Release Date: May 2, 2002 This content is archived.
BUFFALO, N.Y. -- The National Security Agency (NSA) has named the University at Buffalo a Center of Excellence in Information Systems Assurance Research and Education to develop new programs to conduct research and train students to protect the nation's information technology systems from cyberterrorism and security breaches on the Internet.
UB is one of 13 universities to receive the designation this year and among only 36 who have received named to date by the NSA.
The agency will formally announce designation of the new centers next month at a meeting in Redmond, Wash., at which Richard Clarke, President Bush's advisor for cyber security, will be keynote speaker and Microsoft chair Bill Gates is an invited speaker.
The designation as a Center of Excellence in Information Systems Assurance Research and Education is awarded competitively to universities that have proven they meet rigorous NSA requirements in both curriculum and research.
Shambhu Upadhyaya, Ph.D., UB associate professor of computer science and engineering, will be director of the center at UB.
"The importance of information security has been raised recently in our national consciousness," said Bruce Pitman, Ph.D., UB vice provost for educational technology. "The designation of this NSA center is a tribute to Professor Upadhyaya and the array of scholars he has brought together to address this need."
Pitman noted that the designation allows UB to compete with the best research groups in the country for federal grants, awards and scholarship opportunities from the Department of Defense and other agencies, and allows students to be part of leading-edge scientific discoveries and education.
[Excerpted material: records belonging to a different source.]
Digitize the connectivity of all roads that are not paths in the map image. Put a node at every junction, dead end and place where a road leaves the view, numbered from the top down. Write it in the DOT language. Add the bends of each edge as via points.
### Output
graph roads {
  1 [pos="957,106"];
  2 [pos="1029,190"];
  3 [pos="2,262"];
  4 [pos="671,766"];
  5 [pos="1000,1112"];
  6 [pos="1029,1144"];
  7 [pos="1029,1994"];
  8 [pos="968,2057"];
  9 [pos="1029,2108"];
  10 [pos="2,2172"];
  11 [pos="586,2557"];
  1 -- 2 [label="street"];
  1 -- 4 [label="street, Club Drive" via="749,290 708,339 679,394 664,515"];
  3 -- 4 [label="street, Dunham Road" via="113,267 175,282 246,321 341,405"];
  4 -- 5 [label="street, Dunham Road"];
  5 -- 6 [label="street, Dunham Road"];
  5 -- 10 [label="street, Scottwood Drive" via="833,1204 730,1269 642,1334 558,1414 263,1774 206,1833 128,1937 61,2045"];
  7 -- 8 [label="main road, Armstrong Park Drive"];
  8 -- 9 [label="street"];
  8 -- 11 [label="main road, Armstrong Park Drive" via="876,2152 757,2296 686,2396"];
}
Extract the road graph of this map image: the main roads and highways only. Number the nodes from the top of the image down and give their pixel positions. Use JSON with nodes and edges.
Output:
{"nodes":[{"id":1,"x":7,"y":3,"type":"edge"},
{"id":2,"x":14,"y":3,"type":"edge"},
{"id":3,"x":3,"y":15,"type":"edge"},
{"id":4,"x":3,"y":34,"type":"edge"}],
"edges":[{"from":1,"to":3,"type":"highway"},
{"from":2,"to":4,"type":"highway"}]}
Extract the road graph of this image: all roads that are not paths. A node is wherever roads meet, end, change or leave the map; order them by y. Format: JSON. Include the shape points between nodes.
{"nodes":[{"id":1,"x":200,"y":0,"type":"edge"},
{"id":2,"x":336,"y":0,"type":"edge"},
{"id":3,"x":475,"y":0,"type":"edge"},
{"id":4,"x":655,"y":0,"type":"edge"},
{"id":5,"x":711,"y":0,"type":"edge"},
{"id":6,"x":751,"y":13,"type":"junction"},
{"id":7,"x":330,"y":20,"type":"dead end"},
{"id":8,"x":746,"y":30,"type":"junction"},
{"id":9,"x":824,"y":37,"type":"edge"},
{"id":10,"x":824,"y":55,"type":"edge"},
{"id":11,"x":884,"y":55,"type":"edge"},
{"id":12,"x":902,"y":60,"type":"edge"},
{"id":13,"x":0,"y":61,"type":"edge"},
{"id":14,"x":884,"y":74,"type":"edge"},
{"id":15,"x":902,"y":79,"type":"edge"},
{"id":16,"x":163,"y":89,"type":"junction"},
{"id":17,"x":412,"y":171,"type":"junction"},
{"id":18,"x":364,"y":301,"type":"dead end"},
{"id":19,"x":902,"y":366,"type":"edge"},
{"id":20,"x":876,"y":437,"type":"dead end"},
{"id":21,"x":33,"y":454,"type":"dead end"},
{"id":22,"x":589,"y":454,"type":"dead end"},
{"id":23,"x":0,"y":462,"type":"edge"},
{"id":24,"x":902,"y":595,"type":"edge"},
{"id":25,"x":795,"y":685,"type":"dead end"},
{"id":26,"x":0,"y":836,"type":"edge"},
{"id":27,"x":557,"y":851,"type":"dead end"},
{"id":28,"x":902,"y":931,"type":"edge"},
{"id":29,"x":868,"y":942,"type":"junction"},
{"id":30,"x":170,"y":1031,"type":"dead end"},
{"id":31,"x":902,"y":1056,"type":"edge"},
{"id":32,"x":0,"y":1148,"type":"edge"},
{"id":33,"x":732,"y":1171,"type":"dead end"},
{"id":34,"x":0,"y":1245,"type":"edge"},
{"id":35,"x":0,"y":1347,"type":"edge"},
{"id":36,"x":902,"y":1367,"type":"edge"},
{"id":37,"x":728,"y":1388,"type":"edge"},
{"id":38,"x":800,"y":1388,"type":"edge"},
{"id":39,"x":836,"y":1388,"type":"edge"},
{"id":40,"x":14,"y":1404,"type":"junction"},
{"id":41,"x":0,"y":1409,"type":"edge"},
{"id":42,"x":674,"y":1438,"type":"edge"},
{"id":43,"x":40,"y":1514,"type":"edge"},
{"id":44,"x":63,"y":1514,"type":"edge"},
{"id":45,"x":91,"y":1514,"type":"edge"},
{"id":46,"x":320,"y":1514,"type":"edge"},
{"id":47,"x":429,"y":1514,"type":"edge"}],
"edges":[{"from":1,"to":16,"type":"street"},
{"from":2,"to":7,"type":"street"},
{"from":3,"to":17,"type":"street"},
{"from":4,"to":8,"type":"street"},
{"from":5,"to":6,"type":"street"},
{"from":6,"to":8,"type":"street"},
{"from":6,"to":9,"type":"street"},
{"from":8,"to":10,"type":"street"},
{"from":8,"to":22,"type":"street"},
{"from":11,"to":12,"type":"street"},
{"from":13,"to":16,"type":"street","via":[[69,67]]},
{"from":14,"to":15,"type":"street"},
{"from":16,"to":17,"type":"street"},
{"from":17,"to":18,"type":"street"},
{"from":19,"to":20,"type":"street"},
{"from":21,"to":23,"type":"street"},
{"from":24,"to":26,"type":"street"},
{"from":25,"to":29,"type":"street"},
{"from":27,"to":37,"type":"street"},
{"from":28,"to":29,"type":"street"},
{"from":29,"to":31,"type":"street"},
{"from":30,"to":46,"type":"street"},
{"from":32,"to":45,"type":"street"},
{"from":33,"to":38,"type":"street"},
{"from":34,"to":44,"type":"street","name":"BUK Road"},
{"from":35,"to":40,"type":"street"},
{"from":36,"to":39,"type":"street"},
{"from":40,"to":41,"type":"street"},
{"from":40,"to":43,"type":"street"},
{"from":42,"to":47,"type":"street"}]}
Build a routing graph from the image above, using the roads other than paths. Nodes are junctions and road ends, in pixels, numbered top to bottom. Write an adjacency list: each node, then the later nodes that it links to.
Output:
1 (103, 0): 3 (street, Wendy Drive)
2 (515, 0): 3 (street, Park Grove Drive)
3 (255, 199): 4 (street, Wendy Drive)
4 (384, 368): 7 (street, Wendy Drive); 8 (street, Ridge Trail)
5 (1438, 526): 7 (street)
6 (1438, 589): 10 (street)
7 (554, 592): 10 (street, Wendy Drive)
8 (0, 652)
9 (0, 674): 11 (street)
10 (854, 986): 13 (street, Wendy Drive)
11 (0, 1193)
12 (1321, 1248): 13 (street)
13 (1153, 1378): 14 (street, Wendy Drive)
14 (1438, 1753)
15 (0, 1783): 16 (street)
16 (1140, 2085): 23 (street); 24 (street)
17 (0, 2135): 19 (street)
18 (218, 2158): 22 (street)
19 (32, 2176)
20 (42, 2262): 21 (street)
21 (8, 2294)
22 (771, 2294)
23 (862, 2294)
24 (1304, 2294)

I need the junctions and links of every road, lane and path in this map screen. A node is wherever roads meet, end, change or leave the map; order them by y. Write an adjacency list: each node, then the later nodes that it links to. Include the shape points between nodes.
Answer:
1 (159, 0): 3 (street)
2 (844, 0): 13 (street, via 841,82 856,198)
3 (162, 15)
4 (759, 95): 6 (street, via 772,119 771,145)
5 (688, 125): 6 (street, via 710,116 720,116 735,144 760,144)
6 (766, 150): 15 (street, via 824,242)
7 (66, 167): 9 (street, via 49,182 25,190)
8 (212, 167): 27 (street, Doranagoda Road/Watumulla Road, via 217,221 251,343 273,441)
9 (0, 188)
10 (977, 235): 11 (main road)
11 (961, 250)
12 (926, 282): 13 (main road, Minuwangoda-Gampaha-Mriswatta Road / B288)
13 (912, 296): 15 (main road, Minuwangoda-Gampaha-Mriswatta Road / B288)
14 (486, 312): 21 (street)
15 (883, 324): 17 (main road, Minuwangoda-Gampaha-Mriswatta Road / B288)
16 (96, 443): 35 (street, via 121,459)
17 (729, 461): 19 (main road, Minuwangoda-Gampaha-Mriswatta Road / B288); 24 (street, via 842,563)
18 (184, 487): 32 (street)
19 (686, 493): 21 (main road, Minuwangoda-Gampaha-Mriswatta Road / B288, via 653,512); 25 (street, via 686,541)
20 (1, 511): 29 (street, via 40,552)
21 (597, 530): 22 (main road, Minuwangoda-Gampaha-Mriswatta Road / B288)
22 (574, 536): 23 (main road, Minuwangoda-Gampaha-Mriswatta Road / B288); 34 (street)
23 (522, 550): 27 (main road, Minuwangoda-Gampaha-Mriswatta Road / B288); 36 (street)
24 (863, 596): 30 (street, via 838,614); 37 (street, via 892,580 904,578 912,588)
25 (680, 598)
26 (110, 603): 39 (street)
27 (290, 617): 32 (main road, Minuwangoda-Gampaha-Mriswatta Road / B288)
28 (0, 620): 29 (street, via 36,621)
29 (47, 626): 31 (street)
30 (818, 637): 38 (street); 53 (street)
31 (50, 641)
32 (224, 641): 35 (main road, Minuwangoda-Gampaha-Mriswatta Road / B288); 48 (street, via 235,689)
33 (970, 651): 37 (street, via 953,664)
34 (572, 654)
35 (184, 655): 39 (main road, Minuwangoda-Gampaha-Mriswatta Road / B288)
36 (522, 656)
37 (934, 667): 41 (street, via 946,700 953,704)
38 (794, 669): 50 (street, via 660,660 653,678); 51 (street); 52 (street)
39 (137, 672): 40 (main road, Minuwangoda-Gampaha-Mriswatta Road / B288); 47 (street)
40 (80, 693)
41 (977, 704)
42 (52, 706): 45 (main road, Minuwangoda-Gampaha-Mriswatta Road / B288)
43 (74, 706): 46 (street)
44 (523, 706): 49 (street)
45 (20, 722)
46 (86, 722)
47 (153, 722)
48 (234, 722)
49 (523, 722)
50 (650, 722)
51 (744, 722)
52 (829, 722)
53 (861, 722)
"There are always people with malicious intent who will look for the loopholes in the system," Upadhyaya noted. "With the Internet so pervasive, there has been for several years a critical shortage of professionals in the area of information assurance. The federal government has recognized that higher education is the solution to protecting the nation's information infrastructure and this center will play a key role."
The goals of the multidisciplinary center are to contribute to the SUNY Homeland Defense initiative at UB by collaborating with state and federal agencies, including the New York State Office of Science and Technology and Academic Research (NYSTAR), to implement educational programs in information assurance -- first at the graduate level and eventually at the undergraduate level -- and to collaborate with and help train employees of local companies involved in computer security research.
"The center provides an excellent opportunity to partner with local companies and others across New York State to obtain joint federal funding, as well as to provide potential employees to those firms by graduating well-trained students," said Mark Karwan, Ph.D., dean of the UB School of Engineering and Applied Sciences.
The center brings together individual UB researchers in the School of Engineering and Applied Science, the College of Arts and Sciences, the Law School and the School of Management who have been working independently on various aspects of information-technology assurance.
"There are more than 20 courses in this field at UB and at least 10 faculty members doing funded research in this area," said Upadhyaya. "The objective of the center is to bring all of them into one formal center to build a cohesive program."
Participating faculty include Alan Selman, Ph.D., professor, Bharat Jayaraman, Ph.D., professor and chair, Sviatoslav B. Braynov, Ph.D., assistant professor, and Chunming Qiao, Ph.D., associate professor, all of the Department of Computer Science and Engineering; H. Raghav Rao, Ph.D., professor, and Rajiv Kishore, Ph.D., assistant professor, both in the Department of Management Science and Systems; Shubha Ghosh, and Robert Reis, both professors in the Law School, and Thomas Cusick, Ph.D., professor in the Department of Mathematics.
Courses and research at UB in the field center on topics ranging from e-commerce and cryptography to intellectual property, database management and advanced programming.
Immediate goals of the center are to begin a certificate program in information assurance at the masters' level and to add an information assurance concentration in the existing master's degree program in computer science and engineering.
Upadhyaya said graduate students should be able to enroll in the new certificate program in information assurance beginning in Fall 2003. He added that he and other UB faculty members will be working with currently enrolled students to tailor master's programs so that they reflect an emphasis in information assurance.
"The purpose of information assurance is to protect and defend information systems by ensuring confidentiality and privacy, integrity and availability of service," Rao said. He noted that the deliberate flooding several years ago of some of the Web's best-traveled sites, such as Yahoo and Amazon, were a well-publicized example of the violation of availability of service.
"The field operates on the premise that the way to ensure information assurance is to protect systems from violations, detect them immediately when they occur and react," he said.
Research will focus on developing faster, flexible and more accurate methods of doing all three.
UB's application to the NSA for center designation developed out of collaborative research Upadhyaya conducts for the Air Force Research Laboratories Information Institute in Rome, N.Y.
During the past several years, his research funded by the Air Force has focused on developing fault-tolerant computing that allows systems to function despite technical failures. More recently, he has begun to modify those systems so that they function in spite of security breaches. In a new project funded by the Air Force, he has developed a sophisticated intrusion detection system designed to detect intrusions as they are occurring.